This was the most important thing to Green. He knew the group he had could have repeated. He also knew with Greg “The Bull” Luzinski moving on in the offseason that there was a bit of a gap. The Bull had a down year leading up to the postseason, with only 19 home runs, but he was clutch in the playoffs and World Series. He was also a popular player in Philadelphia, who related to his everyman image.

With Bench, there was nothing everyman about him. He was a star, and brashly portrayed himself that way since first arriving in the big leagues in 1967.

“Dallas, this is what I’m bringing – a bunch of broken bones, aches and pains, and a body that needs to be shot up and rubbed down to be productive,” Bench said. “But I’m also bringing you Johnny Bench, and no matter how much my knees or shoulder or back hurt, my bat feels as good as it ever did. I’m here because I want to win, and win now.”

Green sat back with a smile. That was what he wanted to hear – honesty, and a desire to win.

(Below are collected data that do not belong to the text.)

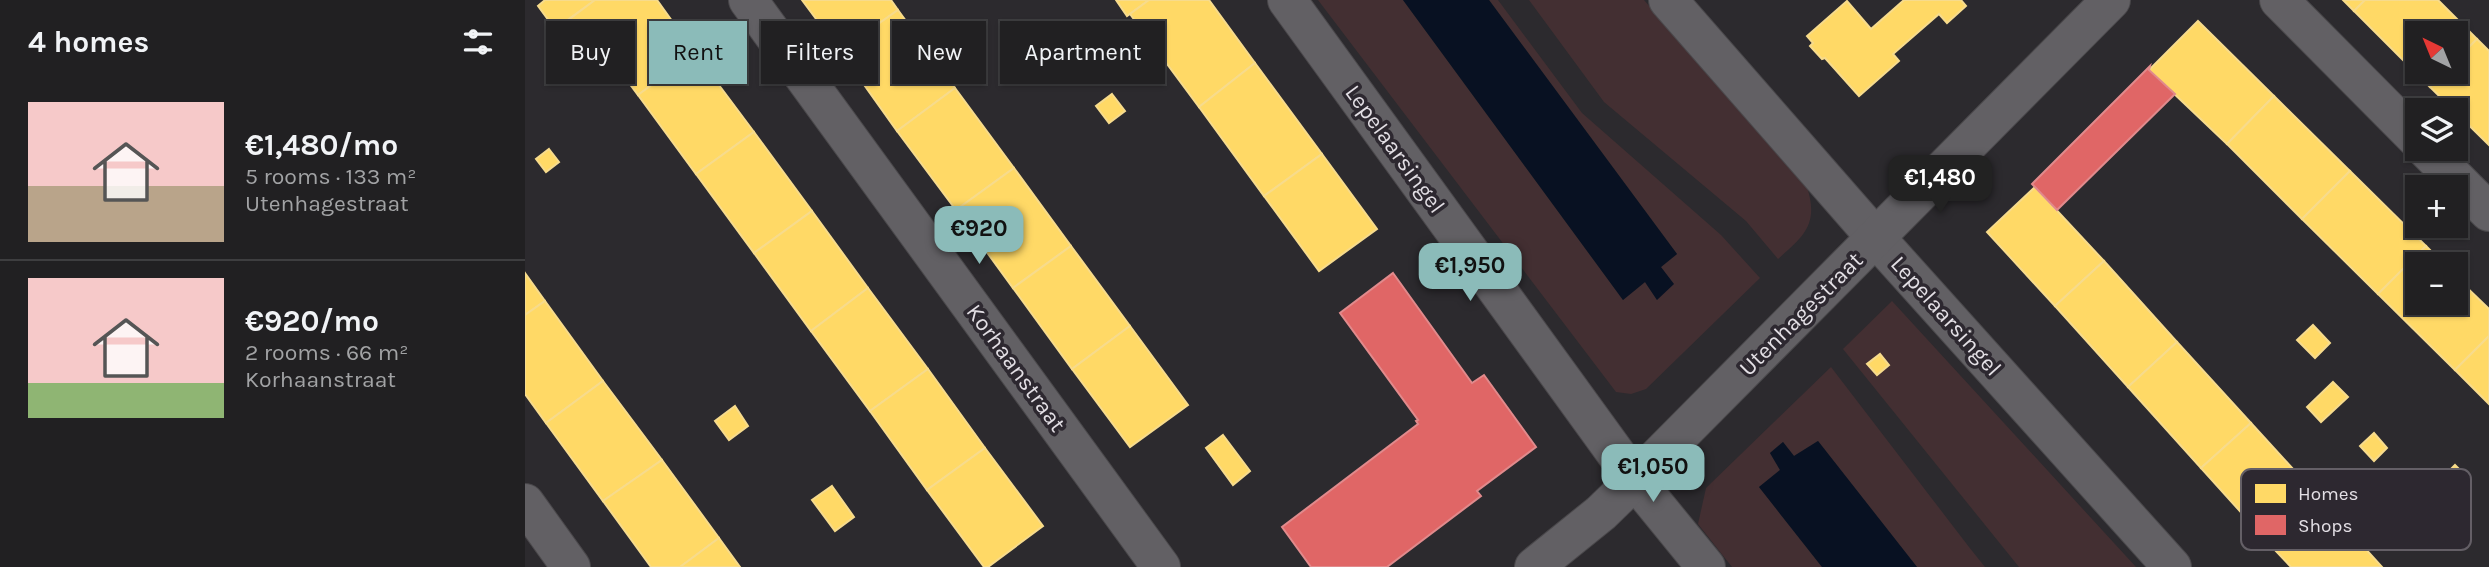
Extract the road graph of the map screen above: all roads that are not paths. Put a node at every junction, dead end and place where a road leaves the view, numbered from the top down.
1 (748, 0) edge
2 (1287, 0) edge
3 (1668, 0) edge
4 (2111, 0) edge
5 (2279, 0) edge
6 (2405, 127) edge
7 (2438, 161) edge
8 (2489, 212) edge
9 (1876, 238) junction
10 (1635, 480) junction
11 (525, 503) edge
12 (571, 567) edge
13 (1161, 567) edge
14 (1534, 567) edge
15 (1706, 567) edge
16 (2172, 567) edge

1 - 13 street, Korhaanstraat
2 - 10 street, Lepelaarsingel
3 - 9 street, Lepelaarsingel
4 - 9 street, Utenhagestraat
5 - 6 street
7 - 8 street
9 - 10 street, Utenhagestraat
9 - 16 street, Lepelaarsingel
10 - 14 street, Utenhagestraat
10 - 15 street, Lepelaarsingel
11 - 12 street

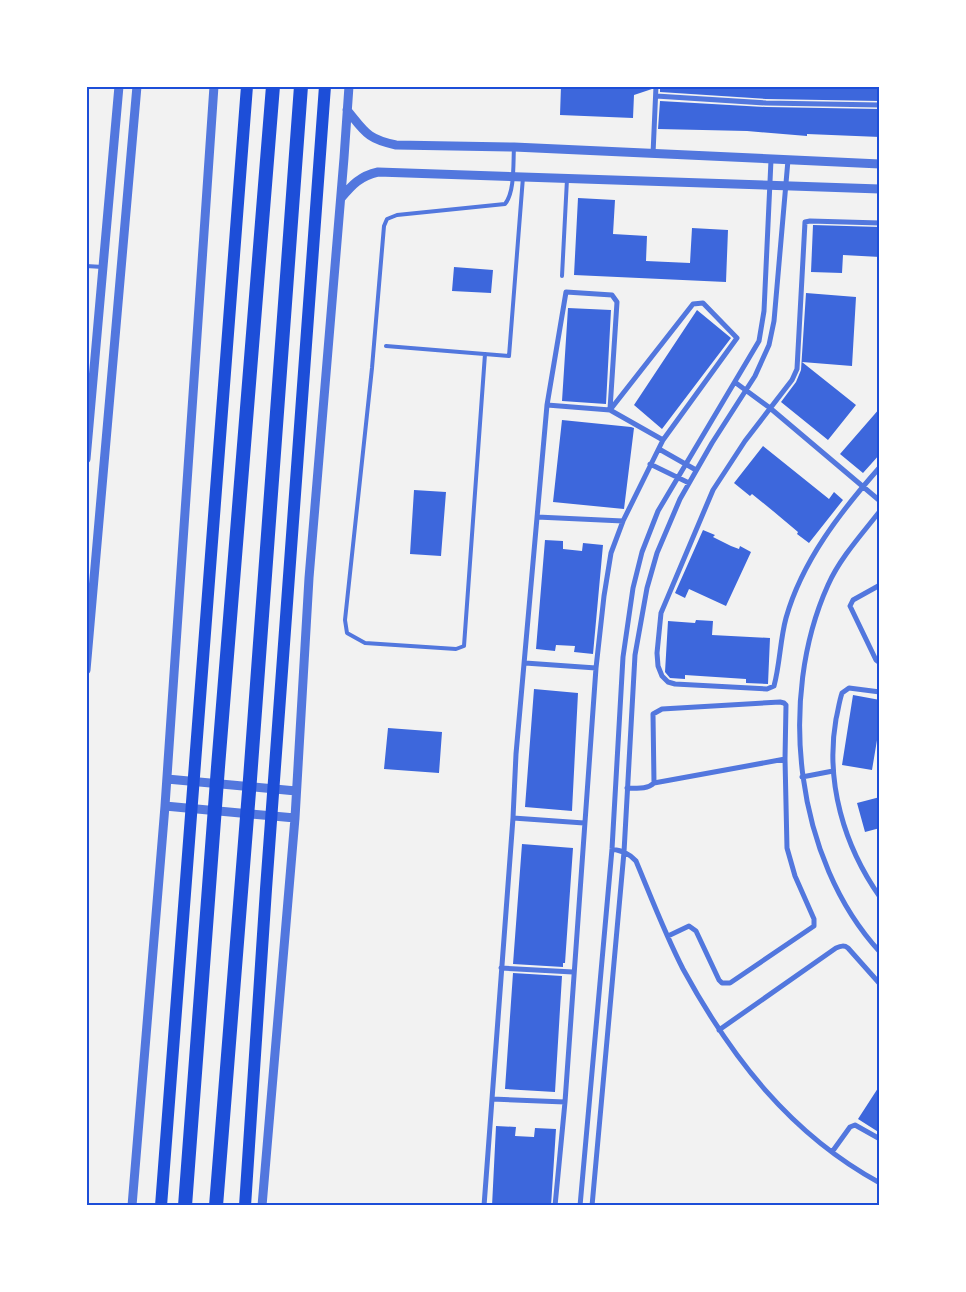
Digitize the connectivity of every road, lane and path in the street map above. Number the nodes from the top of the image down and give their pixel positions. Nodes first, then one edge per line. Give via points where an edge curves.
1 (119, 86) edge
2 (137, 86) edge
3 (214, 86) edge
4 (247, 86) edge
5 (272, 86) edge
6 (301, 86) edge
7 (326, 86) edge
8 (349, 86) edge
9 (656, 86) edge
10 (656, 96) junction
11 (880, 105) edge
12 (347, 110) junction
13 (514, 147) junction
14 (653, 154) junction
15 (771, 160) junction
16 (788, 160) junction
17 (880, 164) edge
18 (512, 176) junction
19 (523, 177) junction
20 (567, 179) junction
21 (770, 186) junction
22 (785, 187) junction
23 (880, 189) edge
24 (341, 198) junction
25 (880, 223) edge
26 (86, 266) edge
27 (103, 267) junction
28 (562, 276) dead end
29 (386, 346) dead end
30 (96, 352) junction
31 (114, 354) junction
32 (485, 354) junction
33 (736, 383) junction
34 (747, 390) junction
35 (546, 405) junction
36 (770, 408) junction
37 (610, 410) junction
38 (663, 440) junction
39 (659, 449) junction
40 (86, 459) edge
41 (650, 464) junction
42 (685, 464) junction
43 (880, 467) edge
44 (696, 470) junction
45 (677, 477) junction
46 (689, 483) junction
47 (862, 486) junction
48 (880, 501) edge
49 (880, 511) edge
50 (538, 517) junction
51 (623, 522) junction
52 (880, 585) edge
53 (525, 663) junction
54 (880, 663) edge
55 (596, 668) junction
56 (86, 670) edge
57 (880, 692) edge
58 (785, 759) junction
59 (833, 771) junction
60 (802, 777) junction
61 (167, 780) junction
62 (654, 783) junction
63 (627, 788) junction
64 (296, 791) junction
65 (165, 806) junction
66 (295, 818) junction
67 (513, 818) junction
68 (584, 823) junction
69 (612, 849) junction
70 (624, 852) junction
71 (880, 897) edge
72 (668, 936) junction
73 (880, 952) edge
74 (501, 968) junction
75 (573, 972) junction
76 (880, 984) edge
77 (719, 1030) junction
78 (594, 1045) junction
79 (607, 1046) junction
80 (492, 1099) junction
81 (565, 1102) junction
82 (880, 1139) edge
83 (832, 1152) junction
84 (880, 1184) edge
85 (132, 1206) edge
86 (161, 1206) edge
87 (185, 1206) edge
88 (216, 1206) edge
89 (245, 1206) edge
90 (262, 1206) edge
91 (484, 1206) edge
92 (555, 1206) edge
93 (580, 1206) edge
94 (592, 1206) edge

1 - 27 street
2 - 31 street
3 - 61 street
4 - 86 highway
5 - 87 highway
6 - 88 highway
7 - 89 highway
8 - 12 street
9 - 10 street
10 - 11 street via 766,103
10 - 14 street
12 - 13 street via 377,141 396,145
12 - 24 street
13 - 14 street
13 - 18 lane
14 - 15 street
15 - 16 street
15 - 21 street
16 - 17 street
16 - 22 street
18 - 19 street
18 - 24 street via 378,172 366,175
18 - 32 lane via 510,196 505,204 396,214 387,219 384,226 346,620 347,633 365,643 456,649 464,646
19 - 20 street
19 - 32 lane via 509,356
20 - 21 street
20 - 28 lane
21 - 22 street
21 - 33 street via 761,330 759,341
22 - 23 street
22 - 34 street via 773,333
24 - 64 street via 309,578
25 - 36 street via 805,222 797,369
26 - 27 lane
27 - 30 street
29 - 32 lane
30 - 31 street
30 - 40 street
31 - 56 street
33 - 34 street
33 - 42 street
34 - 36 street
34 - 44 street
35 - 37 street
35 - 37 street via 564,295 566,292 604,294 612,295 617,302
35 - 50 street
36 - 47 street
36 - 47 street via 713,490 661,613 658,666 668,682 767,689 774,686 785,620 797,586 817,548
37 - 38 street
37 - 38 street via 692,304 703,303 737,338
38 - 39 street
39 - 41 street
39 - 42 street
41 - 45 street
41 - 51 street
42 - 44 street
42 - 45 street
43 - 47 street
44 - 46 street
45 - 46 street
45 - 69 street via 647,537 632,596 622,657
46 - 63 street via 657,553 647,588 635,655
47 - 48 street
49 - 60 street via 839,564 819,606 802,688 799,720
50 - 51 street
50 - 53 street
51 - 55 street via 611,554
52 - 54 street via 852,600 850,606
53 - 55 street
53 - 67 street
55 - 68 street
57 - 59 street via 849,688 842,693 833,739
58 - 62 street
58 - 62 street via 784,703 662,709 653,714
58 - 72 street via 787,848 814,926 726,984 719,980 693,927
59 - 60 street
59 - 71 street via 845,829 859,862
60 - 73 street via 810,818 843,903
61 - 64 street
61 - 65 street
62 - 63 street via 649,787
63 - 70 street
64 - 66 street
65 - 66 street
65 - 85 street
66 - 90 street
67 - 68 street
67 - 74 street
68 - 75 street
69 - 70 street
69 - 78 street
70 - 72 street via 636,861
70 - 79 street
72 - 77 street
74 - 75 street
74 - 80 street
75 - 81 street
76 - 77 street via 848,948 841,946
77 - 83 street via 770,1097 800,1127
78 - 79 street
78 - 93 street
79 - 94 street
80 - 81 street
80 - 91 street
81 - 92 street
82 - 83 street via 855,1125 850,1127
83 - 84 street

“Alright, John, this is what we’re gonna do,” Green started, and laid out a plan to keep Bench in the lineup enough to be productive, yet rest enough not to break down. He’d spell Boone behind the plate when ace pitcher Steve Carlton was on the mound, and maybe another day here and there. He’d play first base the rest of the time he was in the lineup, and he’d get day games after night games off, with another day each week.

This plan would allow Pete Rose to stay in the lineup, whether at first base or his old position in right field, and get Bake McBride in two or three games a week, so he wasn’t totally out of the picture. It wasn’t perfect, but it was as good a way to play his hand as Green knew.

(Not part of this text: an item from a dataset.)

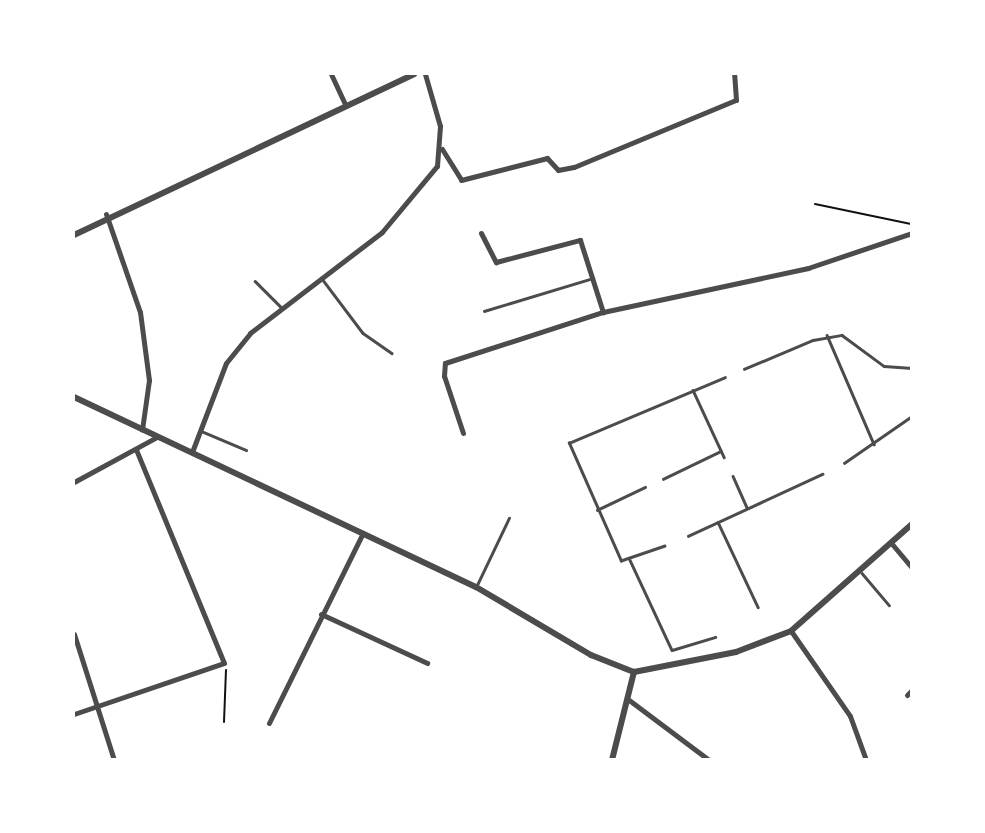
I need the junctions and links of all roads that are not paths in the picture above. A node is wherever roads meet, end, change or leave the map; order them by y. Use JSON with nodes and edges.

Bench, for his part, readily agreed. It was pretty well what he’d asked from the Reds, a plan they had apparently not been willing to offer him. His resentment for his former team settled into his gut, where it burned. He suddenly had an overwhelming desire to face them in the NLCS, and eliminate them en route to his third World Series victory. It would be poetic justice.

He walked back out into the clubhouse, where a familiar voice greeted him.

“Hey John!” called Pete Rose, his voice ringing with enthusiasm and mischief. The boyish Rose was 40, but he would never grow up while he played baseball – it was just too much fun. He loved the dirt, the cheers, the jeers, the way the ball felt when it impacted the bat, the way the sun beat down on him while he stood in the infield dirt, but nearly as much, he loved this: the clubhouse, with it’s nothing-off-limits, no holds barred banter. It was the last place in the world men could just be men, at least the way Rose saw it.

“Hey John!” he called again, grinning that cocky grin teammates and opponents alike had gotten to know over his nearly two decades in baseball. “You know what they call a catcher that can’t catch?”

Bench hesitated, waiting for the inevitable Rose punchline.

“Johnny Bench!” Rose crowed.

There were some chuckles from other Phillies gathered in the clubhouse. But Bench, who had been part of such back and forth with Rose while they were both Reds, rose to the occasion.

“Well, Pete, what do you call a big league hitter who can’t hit home runs?”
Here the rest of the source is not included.